■ Task instructions
Every entry that follows should be written out again exactly.

■ Material shown
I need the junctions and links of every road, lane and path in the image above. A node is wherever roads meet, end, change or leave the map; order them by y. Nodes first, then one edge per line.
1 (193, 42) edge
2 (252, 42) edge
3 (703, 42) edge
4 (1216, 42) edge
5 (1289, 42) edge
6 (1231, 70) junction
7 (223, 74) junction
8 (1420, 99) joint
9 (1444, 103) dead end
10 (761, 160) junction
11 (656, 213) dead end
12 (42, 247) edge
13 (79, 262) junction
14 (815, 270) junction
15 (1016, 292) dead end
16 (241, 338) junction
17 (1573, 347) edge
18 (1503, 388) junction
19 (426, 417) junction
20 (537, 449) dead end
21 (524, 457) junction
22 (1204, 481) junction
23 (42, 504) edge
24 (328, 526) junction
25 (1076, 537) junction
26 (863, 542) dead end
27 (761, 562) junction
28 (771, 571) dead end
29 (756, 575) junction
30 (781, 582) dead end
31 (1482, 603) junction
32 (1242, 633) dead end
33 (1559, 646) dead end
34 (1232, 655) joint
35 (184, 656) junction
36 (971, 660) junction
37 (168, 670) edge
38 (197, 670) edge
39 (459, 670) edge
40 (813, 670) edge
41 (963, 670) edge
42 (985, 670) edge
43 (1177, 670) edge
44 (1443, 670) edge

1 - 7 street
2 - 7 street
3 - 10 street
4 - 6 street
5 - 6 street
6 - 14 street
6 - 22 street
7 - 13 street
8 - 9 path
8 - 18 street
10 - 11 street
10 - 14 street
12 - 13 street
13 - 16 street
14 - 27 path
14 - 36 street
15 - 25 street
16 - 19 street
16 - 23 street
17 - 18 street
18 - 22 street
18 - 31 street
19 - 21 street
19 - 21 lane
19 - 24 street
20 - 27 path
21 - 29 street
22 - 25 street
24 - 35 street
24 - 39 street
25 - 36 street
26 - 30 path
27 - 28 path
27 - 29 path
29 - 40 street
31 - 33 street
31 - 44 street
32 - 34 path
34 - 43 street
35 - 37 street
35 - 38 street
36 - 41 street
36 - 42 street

■ Solution below
I need the junctions and links of every road, lane and path in the image above. A node is wherever roads meet, end, change or leave the map; order them by y. Nodes first, then one edge per line.
1 (193, 42) edge
2 (252, 42) edge
3 (703, 42) edge
4 (1216, 42) edge
5 (1289, 42) edge
6 (1231, 70) junction
7 (223, 74) junction
8 (1420, 99) joint
9 (1444, 103) dead end
10 (761, 160) junction
11 (656, 213) dead end
12 (42, 247) edge
13 (79, 262) junction
14 (815, 270) junction
15 (1016, 292) dead end
16 (241, 338) junction
17 (1573, 347) edge
18 (1503, 388) junction
19 (426, 417) junction
20 (537, 449) dead end
21 (524, 457) junction
22 (1204, 481) junction
23 (42, 504) edge
24 (328, 526) junction
25 (1076, 537) junction
26 (863, 542) dead end
27 (761, 562) junction
28 (771, 571) dead end
29 (756, 575) junction
30 (781, 582) dead end
31 (1482, 603) junction
32 (1242, 633) dead end
33 (1559, 646) dead end
34 (1232, 655) joint
35 (184, 656) junction
36 (971, 660) junction
37 (168, 670) edge
38 (197, 670) edge
39 (459, 670) edge
40 (813, 670) edge
41 (963, 670) edge
42 (985, 670) edge
43 (1177, 670) edge
44 (1443, 670) edge

1 - 7 street
2 - 7 street
3 - 10 street
4 - 6 street
5 - 6 street
6 - 14 street
6 - 22 street
7 - 13 street
8 - 9 path
8 - 18 street
10 - 11 street
10 - 14 street
12 - 13 street
13 - 16 street
14 - 27 path
14 - 36 street
15 - 25 street
16 - 19 street
16 - 23 street
17 - 18 street
18 - 22 street
18 - 31 street
19 - 21 street
19 - 21 lane
19 - 24 street
20 - 27 path
21 - 29 street
22 - 25 street
24 - 35 street
24 - 39 street
25 - 36 street
26 - 30 path
27 - 28 path
27 - 29 path
29 - 40 street
31 - 33 street
31 - 44 street
32 - 34 path
34 - 43 street
35 - 37 street
35 - 38 street
36 - 41 street
36 - 42 street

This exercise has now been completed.